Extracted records

#####

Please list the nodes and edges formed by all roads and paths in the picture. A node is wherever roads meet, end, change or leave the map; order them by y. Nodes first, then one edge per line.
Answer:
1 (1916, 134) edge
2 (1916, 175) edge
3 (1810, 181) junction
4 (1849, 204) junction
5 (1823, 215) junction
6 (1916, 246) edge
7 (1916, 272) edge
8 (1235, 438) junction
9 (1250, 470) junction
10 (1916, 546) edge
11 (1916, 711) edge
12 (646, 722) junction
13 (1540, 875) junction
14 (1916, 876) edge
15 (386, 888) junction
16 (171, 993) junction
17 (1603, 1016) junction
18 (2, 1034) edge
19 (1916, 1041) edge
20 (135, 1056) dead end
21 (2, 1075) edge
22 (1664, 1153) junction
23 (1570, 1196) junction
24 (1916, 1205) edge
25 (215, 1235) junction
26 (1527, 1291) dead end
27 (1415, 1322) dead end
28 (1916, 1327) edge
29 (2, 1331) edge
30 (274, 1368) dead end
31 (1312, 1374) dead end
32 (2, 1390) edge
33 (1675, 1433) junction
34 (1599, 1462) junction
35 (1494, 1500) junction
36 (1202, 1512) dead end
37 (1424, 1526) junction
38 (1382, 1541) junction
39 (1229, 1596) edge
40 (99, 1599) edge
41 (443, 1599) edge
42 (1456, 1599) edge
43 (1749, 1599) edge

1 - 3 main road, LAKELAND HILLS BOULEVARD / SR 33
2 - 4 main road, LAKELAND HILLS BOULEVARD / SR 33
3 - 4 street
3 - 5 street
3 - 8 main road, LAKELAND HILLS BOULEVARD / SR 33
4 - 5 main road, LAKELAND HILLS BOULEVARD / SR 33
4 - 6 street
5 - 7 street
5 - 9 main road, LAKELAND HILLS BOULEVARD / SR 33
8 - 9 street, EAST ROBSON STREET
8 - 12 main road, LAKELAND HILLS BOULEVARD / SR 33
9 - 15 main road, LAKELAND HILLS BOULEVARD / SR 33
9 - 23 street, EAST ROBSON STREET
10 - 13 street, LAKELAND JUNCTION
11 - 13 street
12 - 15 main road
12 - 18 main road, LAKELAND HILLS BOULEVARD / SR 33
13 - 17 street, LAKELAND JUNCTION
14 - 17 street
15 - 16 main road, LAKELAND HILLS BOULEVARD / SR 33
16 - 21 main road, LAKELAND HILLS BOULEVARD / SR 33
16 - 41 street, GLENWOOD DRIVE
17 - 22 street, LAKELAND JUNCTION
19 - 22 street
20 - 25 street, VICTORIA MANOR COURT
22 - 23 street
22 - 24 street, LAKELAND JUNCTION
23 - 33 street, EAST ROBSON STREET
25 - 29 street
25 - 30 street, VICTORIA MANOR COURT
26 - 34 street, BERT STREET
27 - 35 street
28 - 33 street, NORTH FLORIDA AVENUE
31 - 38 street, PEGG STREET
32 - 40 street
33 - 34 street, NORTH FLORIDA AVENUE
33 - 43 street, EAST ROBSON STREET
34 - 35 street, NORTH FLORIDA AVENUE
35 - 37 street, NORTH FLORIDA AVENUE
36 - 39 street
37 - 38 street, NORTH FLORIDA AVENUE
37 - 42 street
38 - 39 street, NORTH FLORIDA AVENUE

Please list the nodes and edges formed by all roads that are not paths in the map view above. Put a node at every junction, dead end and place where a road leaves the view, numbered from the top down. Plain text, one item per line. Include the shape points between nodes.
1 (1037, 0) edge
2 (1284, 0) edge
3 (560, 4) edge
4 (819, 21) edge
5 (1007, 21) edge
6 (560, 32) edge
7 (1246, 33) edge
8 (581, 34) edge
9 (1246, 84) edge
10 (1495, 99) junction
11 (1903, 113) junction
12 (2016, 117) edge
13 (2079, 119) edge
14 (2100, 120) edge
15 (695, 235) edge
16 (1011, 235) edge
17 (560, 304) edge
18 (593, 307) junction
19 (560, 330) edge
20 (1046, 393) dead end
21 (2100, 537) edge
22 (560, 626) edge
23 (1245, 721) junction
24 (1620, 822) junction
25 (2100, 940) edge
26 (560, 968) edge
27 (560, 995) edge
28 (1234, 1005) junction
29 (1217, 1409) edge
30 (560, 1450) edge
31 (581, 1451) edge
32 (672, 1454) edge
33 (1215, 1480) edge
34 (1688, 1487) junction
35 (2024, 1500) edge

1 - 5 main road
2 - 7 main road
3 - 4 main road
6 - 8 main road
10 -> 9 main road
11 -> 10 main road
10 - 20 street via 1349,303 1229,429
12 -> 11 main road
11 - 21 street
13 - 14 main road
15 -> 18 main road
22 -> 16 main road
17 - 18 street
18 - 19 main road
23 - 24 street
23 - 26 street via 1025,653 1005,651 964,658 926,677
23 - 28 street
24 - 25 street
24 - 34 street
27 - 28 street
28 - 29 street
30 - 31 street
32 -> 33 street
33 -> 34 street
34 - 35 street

#####

▶ **EXERCISE GOAL**:
Write the entries above out again, verbatim.

▶ **SOLUTION FOR THIS TASK**:
Please list the nodes and edges formed by all roads and paths in the picture. A node is wherever roads meet, end, change or leave the map; order them by y. Nodes first, then one edge per line.
Answer:
1 (1916, 134) edge
2 (1916, 175) edge
3 (1810, 181) junction
4 (1849, 204) junction
5 (1823, 215) junction
6 (1916, 246) edge
7 (1916, 272) edge
8 (1235, 438) junction
9 (1250, 470) junction
10 (1916, 546) edge
11 (1916, 711) edge
12 (646, 722) junction
13 (1540, 875) junction
14 (1916, 876) edge
15 (386, 888) junction
16 (171, 993) junction
17 (1603, 1016) junction
18 (2, 1034) edge
19 (1916, 1041) edge
20 (135, 1056) dead end
21 (2, 1075) edge
22 (1664, 1153) junction
23 (1570, 1196) junction
24 (1916, 1205) edge
25 (215, 1235) junction
26 (1527, 1291) dead end
27 (1415, 1322) dead end
28 (1916, 1327) edge
29 (2, 1331) edge
30 (274, 1368) dead end
31 (1312, 1374) dead end
32 (2, 1390) edge
33 (1675, 1433) junction
34 (1599, 1462) junction
35 (1494, 1500) junction
36 (1202, 1512) dead end
37 (1424, 1526) junction
38 (1382, 1541) junction
39 (1229, 1596) edge
40 (99, 1599) edge
41 (443, 1599) edge
42 (1456, 1599) edge
43 (1749, 1599) edge

1 - 3 main road, LAKELAND HILLS BOULEVARD / SR 33
2 - 4 main road, LAKELAND HILLS BOULEVARD / SR 33
3 - 4 street
3 - 5 street
3 - 8 main road, LAKELAND HILLS BOULEVARD / SR 33
4 - 5 main road, LAKELAND HILLS BOULEVARD / SR 33
4 - 6 street
5 - 7 street
5 - 9 main road, LAKELAND HILLS BOULEVARD / SR 33
8 - 9 street, EAST ROBSON STREET
8 - 12 main road, LAKELAND HILLS BOULEVARD / SR 33
9 - 15 main road, LAKELAND HILLS BOULEVARD / SR 33
9 - 23 street, EAST ROBSON STREET
10 - 13 street, LAKELAND JUNCTION
11 - 13 street
12 - 15 main road
12 - 18 main road, LAKELAND HILLS BOULEVARD / SR 33
13 - 17 street, LAKELAND JUNCTION
14 - 17 street
15 - 16 main road, LAKELAND HILLS BOULEVARD / SR 33
16 - 21 main road, LAKELAND HILLS BOULEVARD / SR 33
16 - 41 street, GLENWOOD DRIVE
17 - 22 street, LAKELAND JUNCTION
19 - 22 street
20 - 25 street, VICTORIA MANOR COURT
22 - 23 street
22 - 24 street, LAKELAND JUNCTION
23 - 33 street, EAST ROBSON STREET
25 - 29 street
25 - 30 street, VICTORIA MANOR COURT
26 - 34 street, BERT STREET
27 - 35 street
28 - 33 street, NORTH FLORIDA AVENUE
31 - 38 street, PEGG STREET
32 - 40 street
33 - 34 street, NORTH FLORIDA AVENUE
33 - 43 street, EAST ROBSON STREET
34 - 35 street, NORTH FLORIDA AVENUE
35 - 37 street, NORTH FLORIDA AVENUE
36 - 39 street
37 - 38 street, NORTH FLORIDA AVENUE
37 - 42 street
38 - 39 street, NORTH FLORIDA AVENUE

Please list the nodes and edges formed by all roads that are not paths in the map view above. Put a node at every junction, dead end and place where a road leaves the view, numbered from the top down. Plain text, one item per line. Include the shape points between nodes.
1 (1037, 0) edge
2 (1284, 0) edge
3 (560, 4) edge
4 (819, 21) edge
5 (1007, 21) edge
6 (560, 32) edge
7 (1246, 33) edge
8 (581, 34) edge
9 (1246, 84) edge
10 (1495, 99) junction
11 (1903, 113) junction
12 (2016, 117) edge
13 (2079, 119) edge
14 (2100, 120) edge
15 (695, 235) edge
16 (1011, 235) edge
17 (560, 304) edge
18 (593, 307) junction
19 (560, 330) edge
20 (1046, 393) dead end
21 (2100, 537) edge
22 (560, 626) edge
23 (1245, 721) junction
24 (1620, 822) junction
25 (2100, 940) edge
26 (560, 968) edge
27 (560, 995) edge
28 (1234, 1005) junction
29 (1217, 1409) edge
30 (560, 1450) edge
31 (581, 1451) edge
32 (672, 1454) edge
33 (1215, 1480) edge
34 (1688, 1487) junction
35 (2024, 1500) edge

1 - 5 main road
2 - 7 main road
3 - 4 main road
6 - 8 main road
10 -> 9 main road
11 -> 10 main road
10 - 20 street via 1349,303 1229,429
12 -> 11 main road
11 - 21 street
13 - 14 main road
15 -> 18 main road
22 -> 16 main road
17 - 18 street
18 - 19 main road
23 - 24 street
23 - 26 street via 1025,653 1005,651 964,658 926,677
23 - 28 street
24 - 25 street
24 - 34 street
27 - 28 street
28 - 29 street
30 - 31 street
32 -> 33 street
33 -> 34 street
34 - 35 street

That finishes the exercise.